At TT baseline, BM was higher with sodium than placebo (p < .001). However, BM increased significantly with sodium only during MC Phase 4 (Table 3). POsm was higher with sodium compared with placebo (p < .001), with the effect observed in both MC phases (Table 3). Tsk was higher for sodium compared with placebo (p < .001), with the effect observed only in MC Phase 1 (Figure 2B, Table 3). There were no intervention effects for Tre, TS, and HR (Table 3).

Hydration Outcomes

After the TT, BM was higher with sodium compared with placebo (p < .001). However, this effect was only observed for BM and ΔBM in MC Phase 4 (p < .001 and p = .040; Table 3 and Supplementary Table S1 [available online]). POsm was higher with sodium compared with placebo (p < .001), with this effect observed in both MC phases (Table 3). There were no intervention effects in sweat rate during TT.

Thermal and Cardiovascular Strain

During TT, Tsk was higher with sodium compared with placebo (p < .001), and this effect was only observed in MC Phase 1 (p < .001; Figure 2B, Table 3). There were no intervention effects for Tre, HR, RPE, and TS (Figure 2A, 2C2E, Table 3) or their change from baseline (ΔTre, ΔHR, ΔRPE, ΔTS; Supplementary Table S1 [available online]).

Exercise Performance

Time trial completion time was faster with sodium compared with placebo (−1.55 [−2.46, −0.64] min; p = .001). This effect was significant in MC Phase 4 (−1.85 [−3.16, −0.55] min; p = .005) and in the same direction but not significant in Phase 1 (−1.24 [−2.51, 0.02] min; p = .054; Table 3). Average power output was higher for sodium compared with placebo (10 [5, 15] W; p = .001), with this effect observed in both MC Phases (Table 3).
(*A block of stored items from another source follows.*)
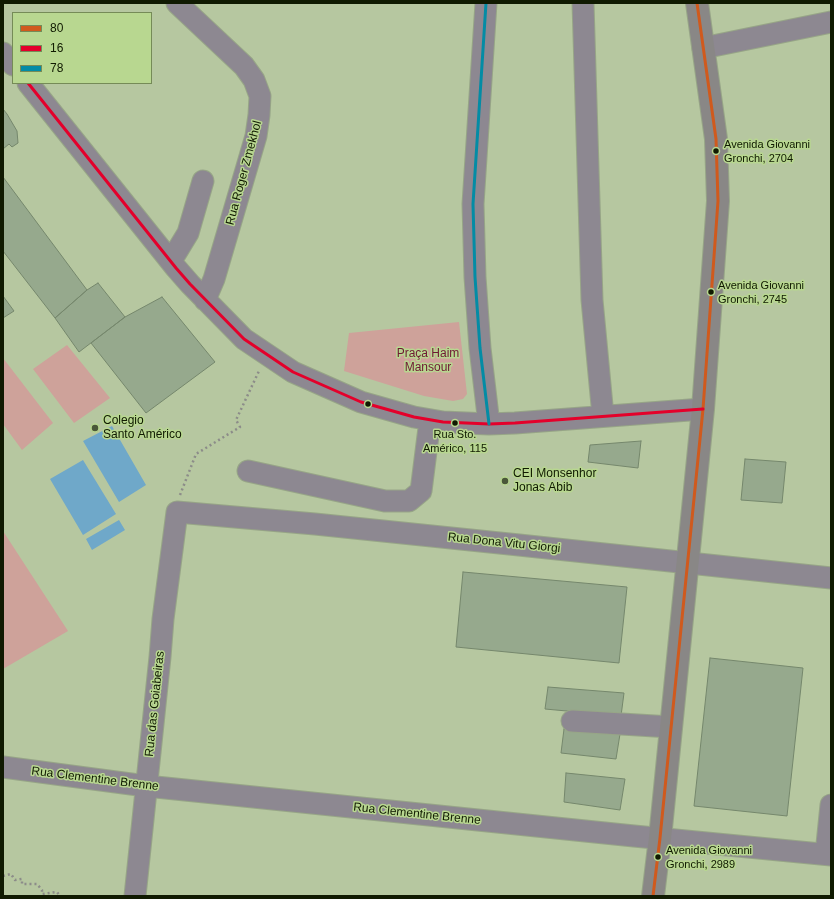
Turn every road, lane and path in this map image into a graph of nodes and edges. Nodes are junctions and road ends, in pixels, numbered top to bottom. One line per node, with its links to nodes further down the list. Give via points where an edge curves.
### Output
1 (177, 3): 12 (street, Rua Roger Zmekhol, via 244,66 254,80 260,96 256,136 214,278)
2 (486, 3): 17 (street, via 472,204 480,348)
3 (583, 3): 15 (street, via 592,300)
4 (696, 3): 6 (main road)
5 (831, 22): 6 (street)
6 (703, 48): 14 (main road, via 716,139 718,201)
7 (3, 53): 8 (street)
8 (12, 64)
9 (29, 84): 11 (street)
10 (203, 181): 11 (street, via 188,233)
11 (171, 261): 12 (street)
12 (205, 300): 13 (street, via 244,340)
13 (267, 354): 16 (street, via 294,372 361,402); 19 (path, via 236,420 240,426 196,454)
14 (703, 408): 15 (street); 20 (main road)
15 (602, 416): 17 (street)
16 (430, 420): 17 (street); 18 (street, via 421,491 409,501 385,501)
17 (489, 424)
18 (248, 471)
19 (176, 512): 20 (street, Rua Dona Vitu Giorgi, via 337,526); 25 (street, Rua das Goiabeiras)
20 (688, 563): 21 (street, Rua Dona Vitu Giorgi); 23 (main road)
21 (831, 578)
22 (572, 721): 23 (street)
23 (671, 727): 27 (main road)
24 (3, 767): 25 (street, Rua Clementine Brenne)
25 (146, 786): 27 (street, Rua Clementine Brenne); 31 (street, Rua das Goiabeiras)
26 (831, 805): 28 (street)
27 (660, 838): 28 (street, Rua Clementine Brenne); 32 (main road)
28 (828, 854)
29 (3, 876): 30 (path, via 11,874 15,880 22,879 22,884 37,884 42,894 58,892)
30 (60, 896)
31 (135, 896)
32 (653, 896)

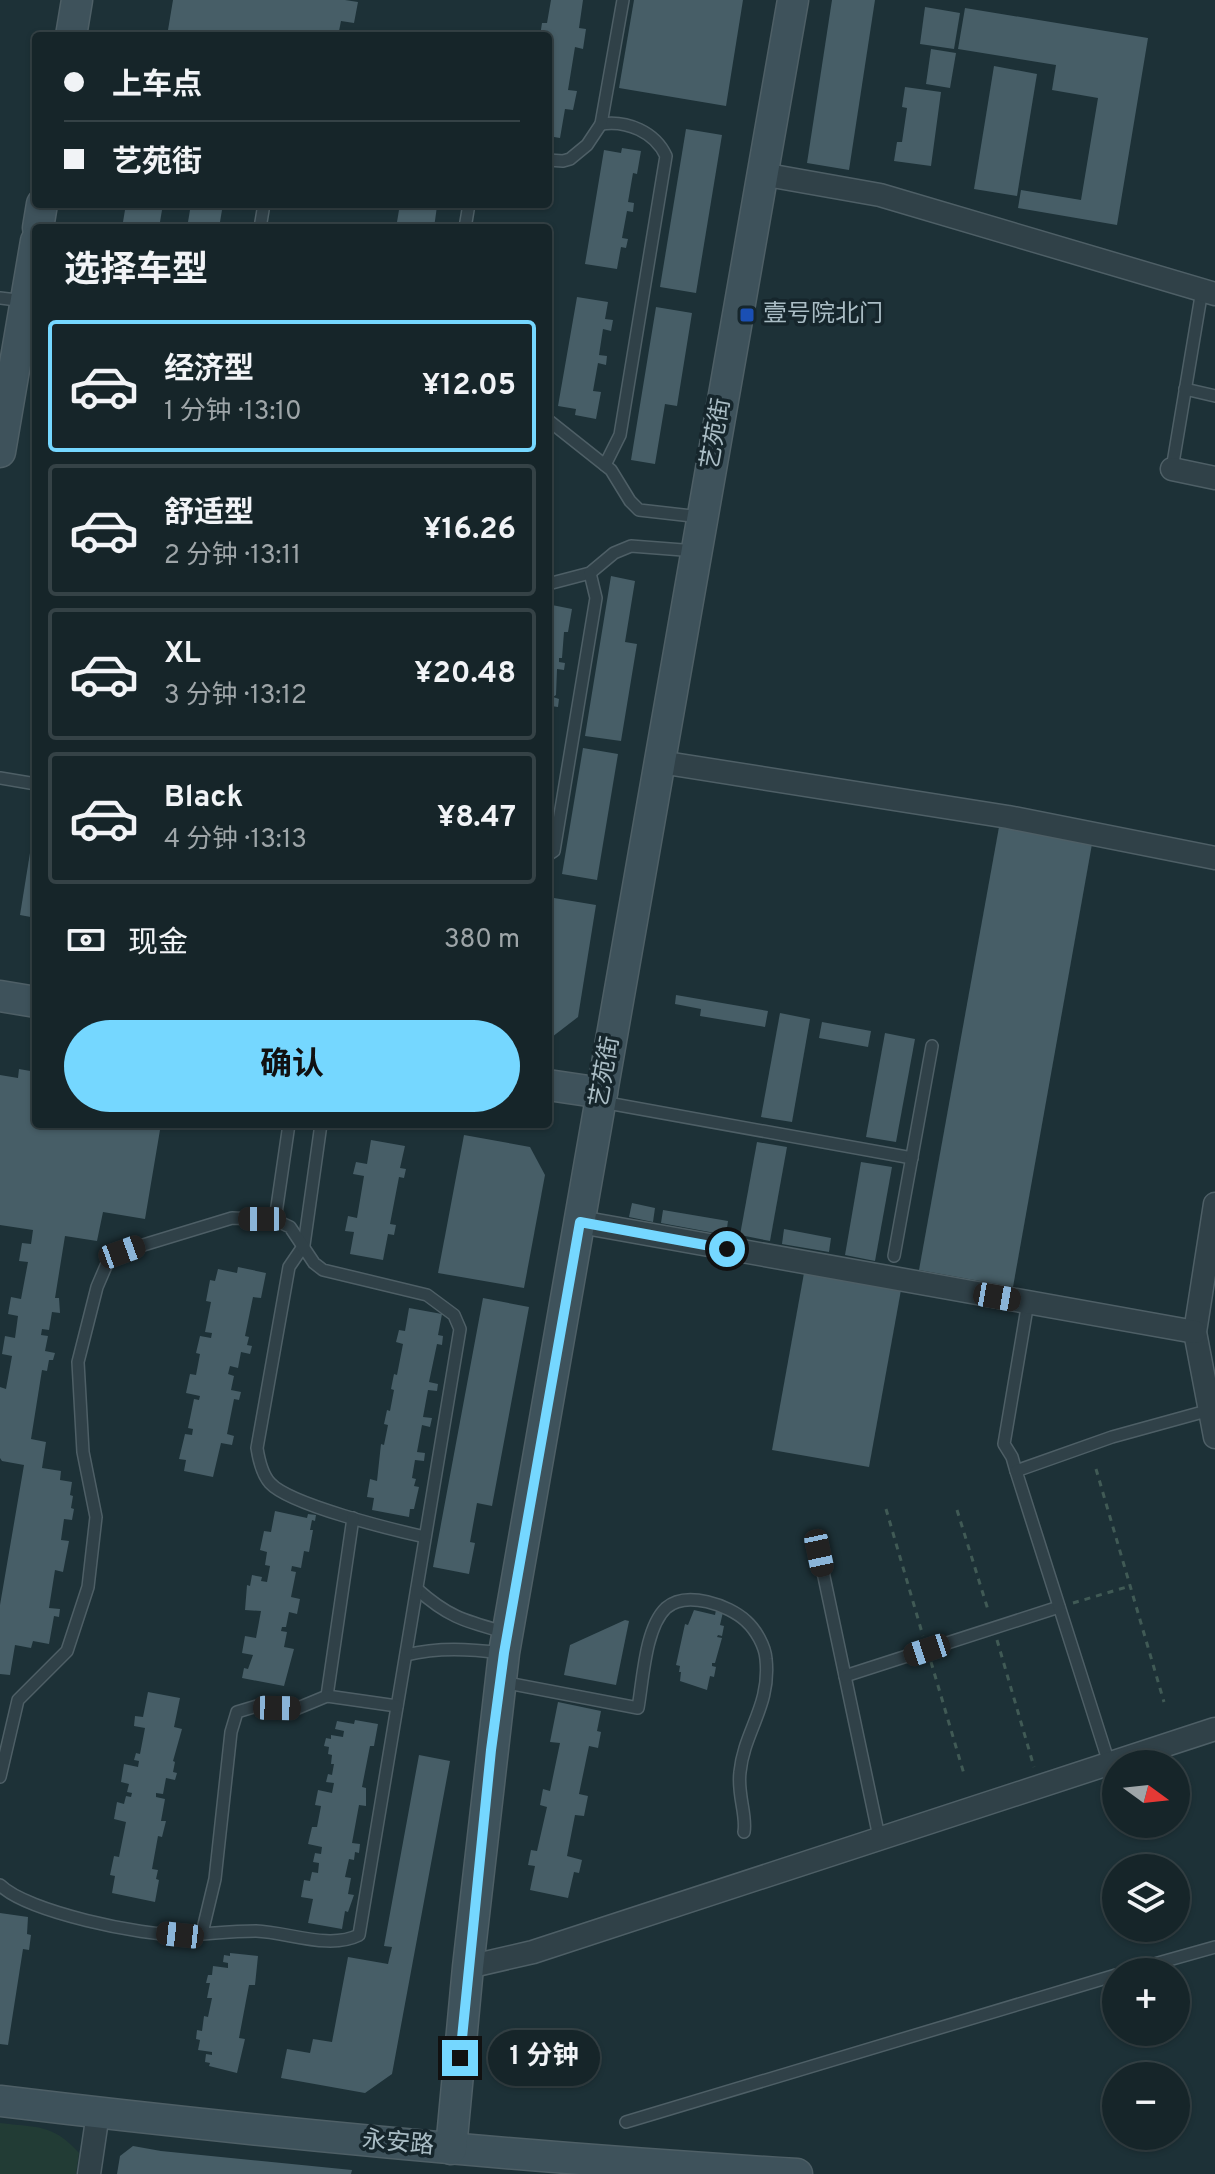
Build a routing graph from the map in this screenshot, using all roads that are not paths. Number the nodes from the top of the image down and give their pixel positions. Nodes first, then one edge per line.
1 (77, 0) edge
2 (623, 0) edge
3 (793, 0) edge
4 (76, 32) edge
5 (601, 124) junction
6 (552, 160) edge
7 (762, 174) junction
8 (32, 251) edge
9 (1208, 292) edge
10 (13, 300) edge
11 (1185, 389) junction
12 (1215, 396) edge
13 (552, 423) edge
14 (0, 452) edge
15 (605, 465) junction
16 (1172, 469) joint
17 (1215, 478) edge
18 (703, 518) junction
19 (697, 551) junction
20 (590, 573) junction
21 (552, 583) edge
22 (660, 762) junction
23 (0, 778) edge
24 (32, 783) edge
25 (552, 852) edge
26 (1215, 858) edge
27 (0, 996) edge
28 (32, 1001) edge
29 (0, 1014) edge
30 (32, 1020) edge
31 (932, 1046) dead end
32 (552, 1086) edge
33 (601, 1102) junction
34 (552, 1104) edge
35 (288, 1128) edge
36 (320, 1128) edge
37 (912, 1158) junction
38 (1215, 1204) edge
39 (275, 1220) junction
40 (580, 1222) junction
41 (304, 1245) junction
42 (894, 1256) dead end
43 (1028, 1302) junction
44 (1202, 1335) edge
45 (1210, 1410) junction
46 (1215, 1437) edge
47 (1016, 1471) junction
48 (353, 1518) junction
49 (425, 1537) junction
50 (819, 1553) dead end
51 (417, 1589) junction
52 (1059, 1607) junction
53 (406, 1655) junction
54 (504, 1655) junction
55 (845, 1676) junction
56 (327, 1696) junction
57 (397, 1706) junction
58 (1215, 1729) edge
59 (1105, 1750) edge
60 (1150, 1750) edge
61 (1102, 1765) edge
62 (0, 1777) edge
63 (744, 1832) dead end
64 (879, 1837) junction
65 (0, 1885) edge
66 (202, 1933) junction
67 (1215, 1947) edge
68 (1176, 1958) edge
69 (468, 1967) junction
70 (1102, 1979) edge
71 (0, 2101) edge
72 (98, 2113) junction
73 (626, 2122) dead end
74 (451, 2149) junction
75 (89, 2174) edge
76 (797, 2174) edge

1 - 4 street
2 - 5 lane
3 - 7 street, 艺苑街
5 - 6 lane
5 - 15 lane
7 - 9 street
7 - 18 street, 艺苑街
8 - 10 street
9 - 11 lane
10 - 14 street
11 - 12 lane
11 - 16 lane
13 - 15 lane
15 - 18 lane
16 - 17 street
18 - 19 street, 艺苑街
19 - 20 lane
19 - 22 street, 艺苑街
20 - 21 lane
20 - 25 lane
22 - 26 street
22 - 33 street, 艺苑街
23 - 24 lane
27 - 28 street
29 - 30 street
31 - 37 lane
32 - 33 street
33 - 34 street
33 - 37 lane
33 - 40 street, 艺苑街
35 - 39 lane
36 - 41 lane
37 - 42 lane
38 - 44 street
39 - 41 lane
39 - 62 lane
40 - 43 street
40 - 54 street, 艺苑街
41 - 48 lane
41 - 49 lane
43 - 44 street
43 - 47 lane
44 - 45 street
45 - 46 street
45 - 47 lane
47 - 52 lane
48 - 49 lane
48 - 56 lane
49 - 51 lane
50 - 55 lane
51 - 53 lane
51 - 54 lane
52 - 55 lane
52 - 59 lane
53 - 54 lane
53 - 57 lane
54 - 63 lane
54 - 69 street, 艺苑街
55 - 64 lane
56 - 57 lane
56 - 66 lane
57 - 66 lane
58 - 60 street
61 - 64 street
64 - 69 street
65 - 66 lane
67 - 68 lane
69 - 74 street, 艺苑街
70 - 73 lane
71 - 72 street, 永安路
72 - 74 street, 永安路
72 - 75 street
74 - 76 street, 永安路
Gastrointestinal Symptoms and Thirst

There was a statistically significant difference in GIS and thirst (both p < .001) based on intervention period (preexercise, SS, and TT; Table 4). GIS were higher with sodium compared with placebo preexercise (p < .001), with no differences during SS (p = .086) or during TT (p = .045). Thirst was not different preexercise (p = .613) or during TT (p = .325) but was lower during SS (p = .004) with sodium compared with placebo. There was no MC phase effect for GIS or thirst at any period.

Table 4

Comparison of Total GIS and Thirst Responses Between Sodium and Placebo Interventions

 PreexerciseSteady stateTT
SodiumPlaceboSodiumPlaceboSodiumPlacebo
GIS8 (2–12)3 (0–4)**0 (0–0)1 (0–8)0 (0–0)0 (0–3)
Thirst4 (1–9)3 (1–9)39 (32–47)48 (38–58)**8 (7–10)9 (8–10)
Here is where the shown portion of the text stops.